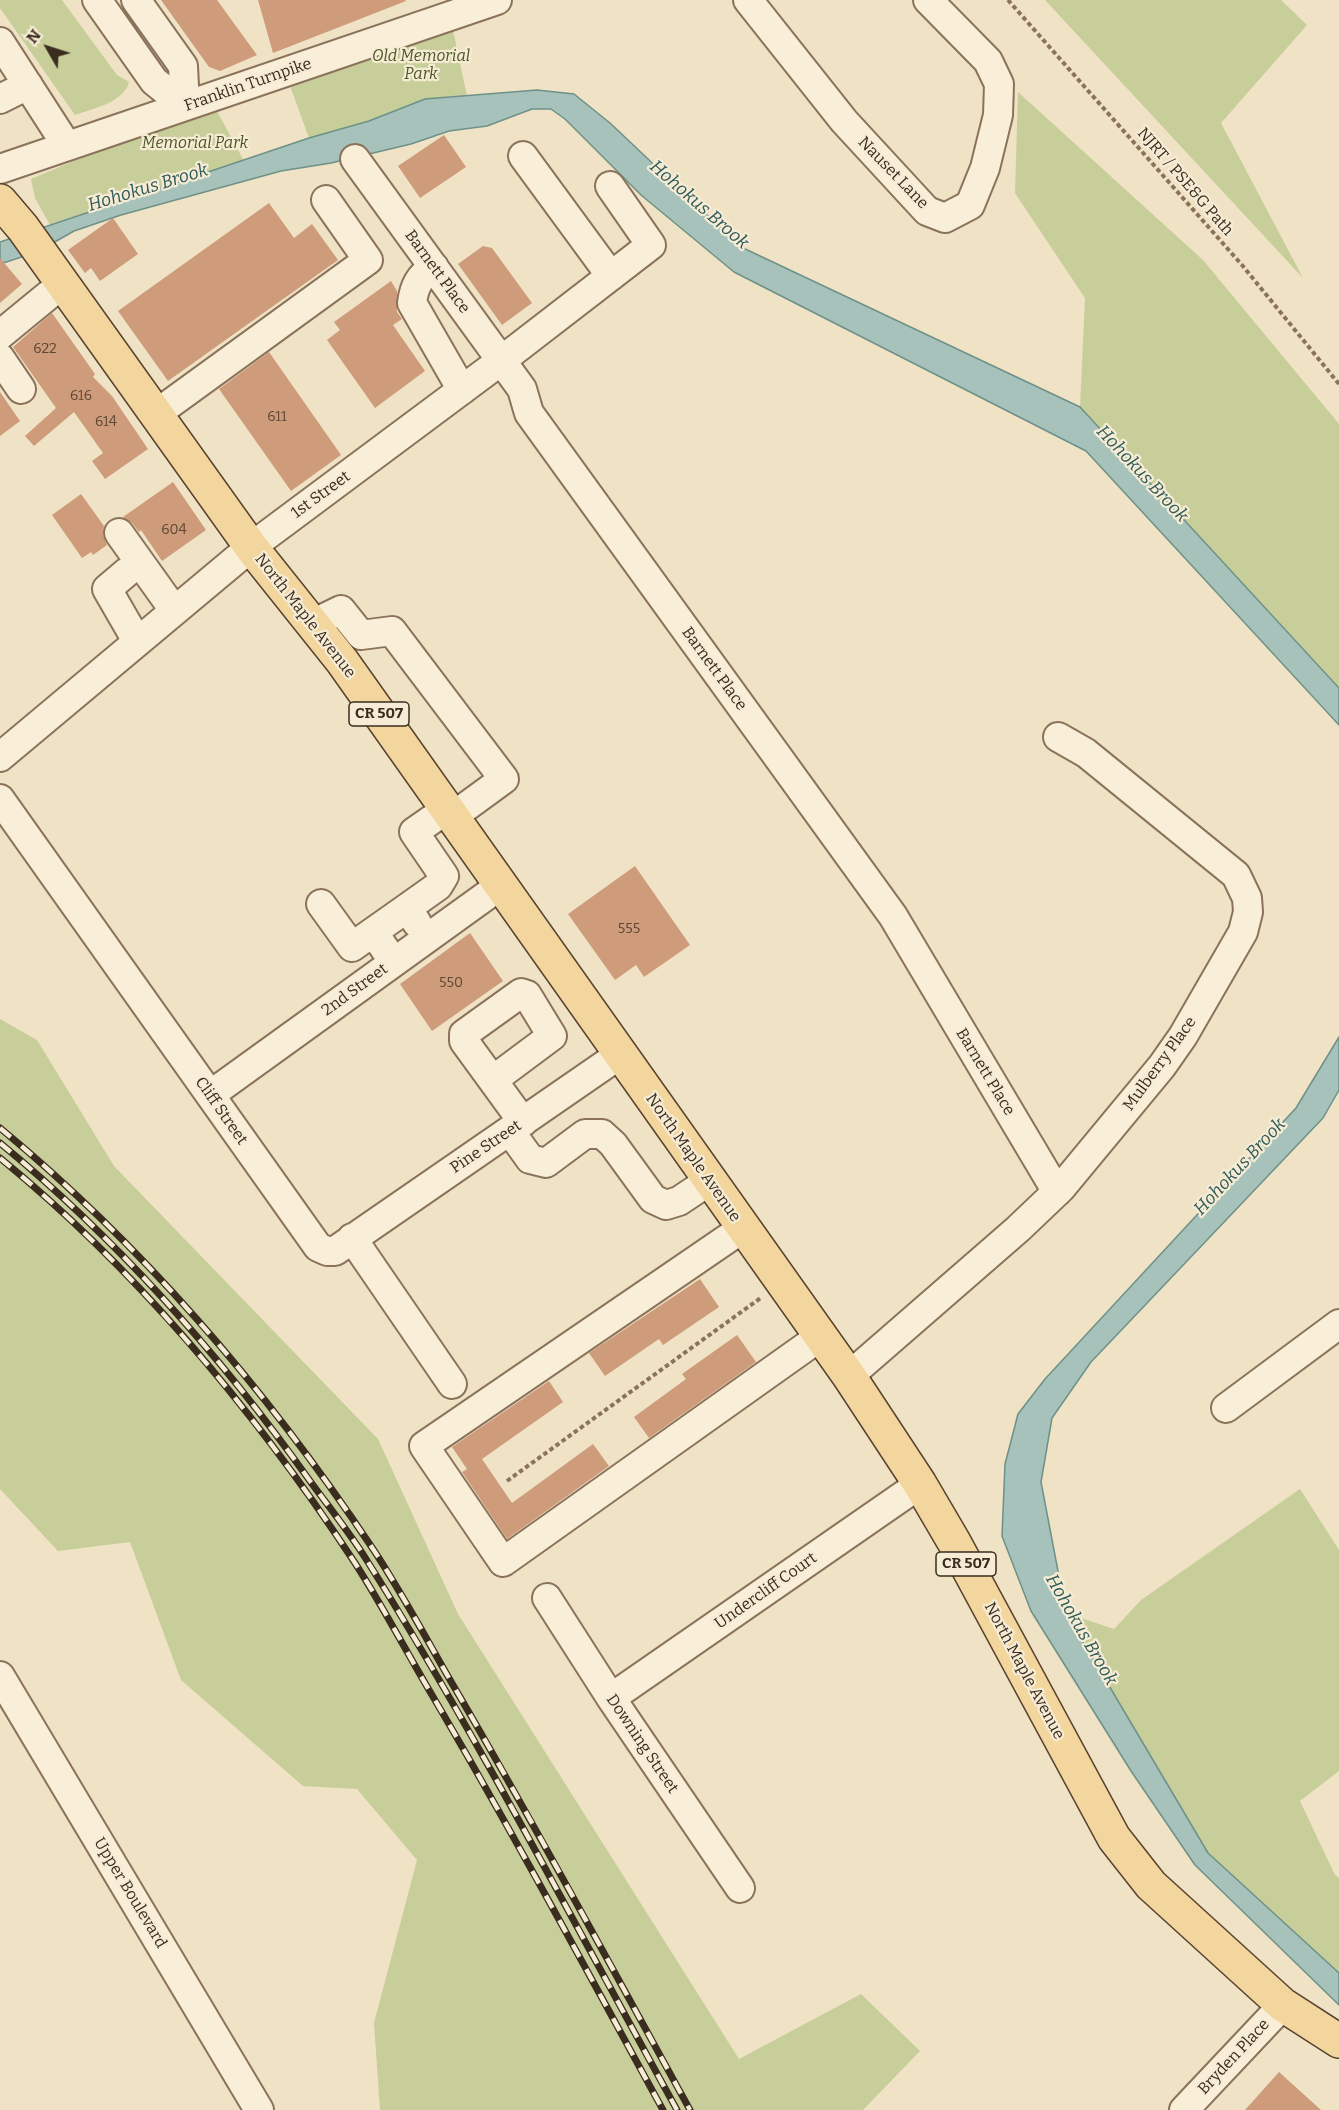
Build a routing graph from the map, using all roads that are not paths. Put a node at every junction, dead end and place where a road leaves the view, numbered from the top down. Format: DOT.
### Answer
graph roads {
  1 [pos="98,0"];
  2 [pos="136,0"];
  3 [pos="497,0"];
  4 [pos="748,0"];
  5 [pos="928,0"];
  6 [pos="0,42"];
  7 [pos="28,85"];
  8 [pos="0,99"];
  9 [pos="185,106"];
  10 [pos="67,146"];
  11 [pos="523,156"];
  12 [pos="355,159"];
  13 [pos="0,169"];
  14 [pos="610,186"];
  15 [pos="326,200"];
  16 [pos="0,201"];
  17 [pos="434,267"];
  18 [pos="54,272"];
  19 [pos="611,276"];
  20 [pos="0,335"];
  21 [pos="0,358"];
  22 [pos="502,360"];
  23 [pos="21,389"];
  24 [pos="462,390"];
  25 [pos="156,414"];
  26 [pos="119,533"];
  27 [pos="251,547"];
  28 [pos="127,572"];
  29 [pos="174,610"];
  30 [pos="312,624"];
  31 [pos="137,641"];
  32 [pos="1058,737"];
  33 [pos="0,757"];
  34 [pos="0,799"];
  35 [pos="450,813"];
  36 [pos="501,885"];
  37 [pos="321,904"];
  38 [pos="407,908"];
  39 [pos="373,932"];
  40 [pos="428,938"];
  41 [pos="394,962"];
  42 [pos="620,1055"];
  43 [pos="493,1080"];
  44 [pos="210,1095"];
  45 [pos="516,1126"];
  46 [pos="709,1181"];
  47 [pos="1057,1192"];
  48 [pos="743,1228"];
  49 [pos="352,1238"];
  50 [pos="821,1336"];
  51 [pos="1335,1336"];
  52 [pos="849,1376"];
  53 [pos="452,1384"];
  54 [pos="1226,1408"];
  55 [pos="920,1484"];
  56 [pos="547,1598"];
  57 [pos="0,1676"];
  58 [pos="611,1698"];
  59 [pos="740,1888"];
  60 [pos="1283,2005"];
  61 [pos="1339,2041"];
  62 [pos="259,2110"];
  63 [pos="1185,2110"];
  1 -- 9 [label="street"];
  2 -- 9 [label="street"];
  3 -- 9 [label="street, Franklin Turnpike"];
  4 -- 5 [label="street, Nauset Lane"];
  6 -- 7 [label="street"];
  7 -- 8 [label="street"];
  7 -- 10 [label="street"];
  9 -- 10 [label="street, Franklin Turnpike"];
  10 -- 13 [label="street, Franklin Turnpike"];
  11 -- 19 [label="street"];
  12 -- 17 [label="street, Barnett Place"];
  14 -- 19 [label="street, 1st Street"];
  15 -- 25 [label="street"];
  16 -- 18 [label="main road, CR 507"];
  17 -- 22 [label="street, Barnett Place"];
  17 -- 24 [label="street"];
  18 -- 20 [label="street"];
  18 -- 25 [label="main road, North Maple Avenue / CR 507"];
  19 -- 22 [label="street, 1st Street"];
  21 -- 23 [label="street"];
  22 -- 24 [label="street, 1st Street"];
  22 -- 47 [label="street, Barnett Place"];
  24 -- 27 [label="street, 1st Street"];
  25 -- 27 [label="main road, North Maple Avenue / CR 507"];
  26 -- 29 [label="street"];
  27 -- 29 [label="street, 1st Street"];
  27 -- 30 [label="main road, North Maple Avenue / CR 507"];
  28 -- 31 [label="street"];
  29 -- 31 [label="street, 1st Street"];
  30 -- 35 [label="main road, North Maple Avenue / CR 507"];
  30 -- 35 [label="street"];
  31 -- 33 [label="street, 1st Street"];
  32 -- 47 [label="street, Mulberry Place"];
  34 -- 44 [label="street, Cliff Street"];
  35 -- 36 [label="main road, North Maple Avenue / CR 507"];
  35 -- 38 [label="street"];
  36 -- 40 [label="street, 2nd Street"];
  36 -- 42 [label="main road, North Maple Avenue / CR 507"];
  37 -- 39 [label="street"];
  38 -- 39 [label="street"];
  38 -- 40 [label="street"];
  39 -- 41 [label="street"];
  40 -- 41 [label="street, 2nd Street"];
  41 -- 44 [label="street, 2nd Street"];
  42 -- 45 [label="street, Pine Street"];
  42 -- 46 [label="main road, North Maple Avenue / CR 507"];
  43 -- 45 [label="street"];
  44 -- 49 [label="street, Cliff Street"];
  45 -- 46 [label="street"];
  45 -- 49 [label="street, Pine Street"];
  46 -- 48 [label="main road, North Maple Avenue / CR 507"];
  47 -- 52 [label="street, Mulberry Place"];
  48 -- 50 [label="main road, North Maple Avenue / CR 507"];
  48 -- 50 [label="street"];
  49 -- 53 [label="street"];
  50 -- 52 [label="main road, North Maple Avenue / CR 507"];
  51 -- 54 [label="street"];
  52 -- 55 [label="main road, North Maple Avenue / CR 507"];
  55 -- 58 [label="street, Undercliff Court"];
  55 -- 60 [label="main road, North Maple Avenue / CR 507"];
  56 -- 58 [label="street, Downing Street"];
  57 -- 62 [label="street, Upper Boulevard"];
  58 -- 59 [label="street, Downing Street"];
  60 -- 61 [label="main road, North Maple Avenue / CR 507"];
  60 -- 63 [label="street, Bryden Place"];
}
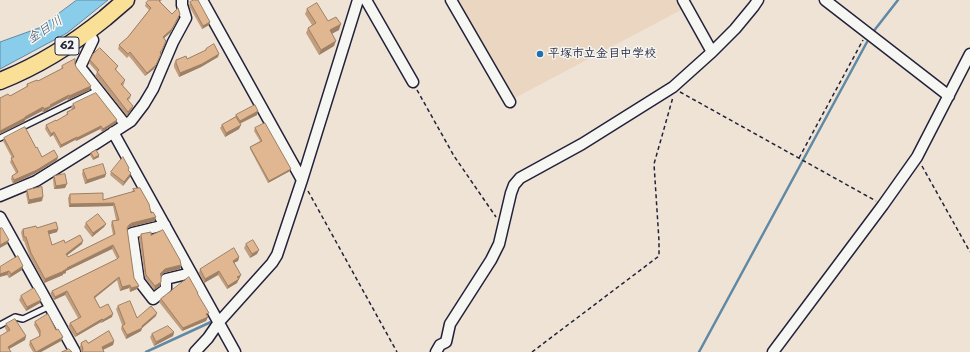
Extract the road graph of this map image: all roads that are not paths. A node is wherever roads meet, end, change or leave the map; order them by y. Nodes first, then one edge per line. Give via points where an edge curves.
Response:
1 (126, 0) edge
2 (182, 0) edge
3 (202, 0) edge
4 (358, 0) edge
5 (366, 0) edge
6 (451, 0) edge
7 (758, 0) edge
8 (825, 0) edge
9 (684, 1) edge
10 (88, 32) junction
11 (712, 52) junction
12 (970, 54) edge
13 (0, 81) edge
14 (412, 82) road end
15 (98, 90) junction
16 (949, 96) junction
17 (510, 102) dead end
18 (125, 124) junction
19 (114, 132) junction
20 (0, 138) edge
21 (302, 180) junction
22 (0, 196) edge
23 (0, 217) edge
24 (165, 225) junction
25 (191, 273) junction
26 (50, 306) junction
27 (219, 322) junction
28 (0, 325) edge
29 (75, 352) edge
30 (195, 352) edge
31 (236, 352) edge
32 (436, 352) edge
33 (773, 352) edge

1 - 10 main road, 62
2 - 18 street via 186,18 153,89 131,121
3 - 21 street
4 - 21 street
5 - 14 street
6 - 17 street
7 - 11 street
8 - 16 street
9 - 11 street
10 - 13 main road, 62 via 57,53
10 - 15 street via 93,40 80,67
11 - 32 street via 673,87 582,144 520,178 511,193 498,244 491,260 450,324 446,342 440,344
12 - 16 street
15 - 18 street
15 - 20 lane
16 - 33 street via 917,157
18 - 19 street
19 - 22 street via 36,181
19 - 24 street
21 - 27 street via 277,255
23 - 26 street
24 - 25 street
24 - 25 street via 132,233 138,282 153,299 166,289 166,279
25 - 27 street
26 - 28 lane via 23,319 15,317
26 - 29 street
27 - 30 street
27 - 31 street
····················
AIM OF THE EXERCISE: Wherever a line contains the string "Franklin", copy that line from the data.

PROBLEM SOLUTION:
  3 -- 9 [label="street, Franklin Turnpike"];
  9 -- 10 [label="street, Franklin Turnpike"];
  10 -- 13 [label="street, Franklin Turnpike"];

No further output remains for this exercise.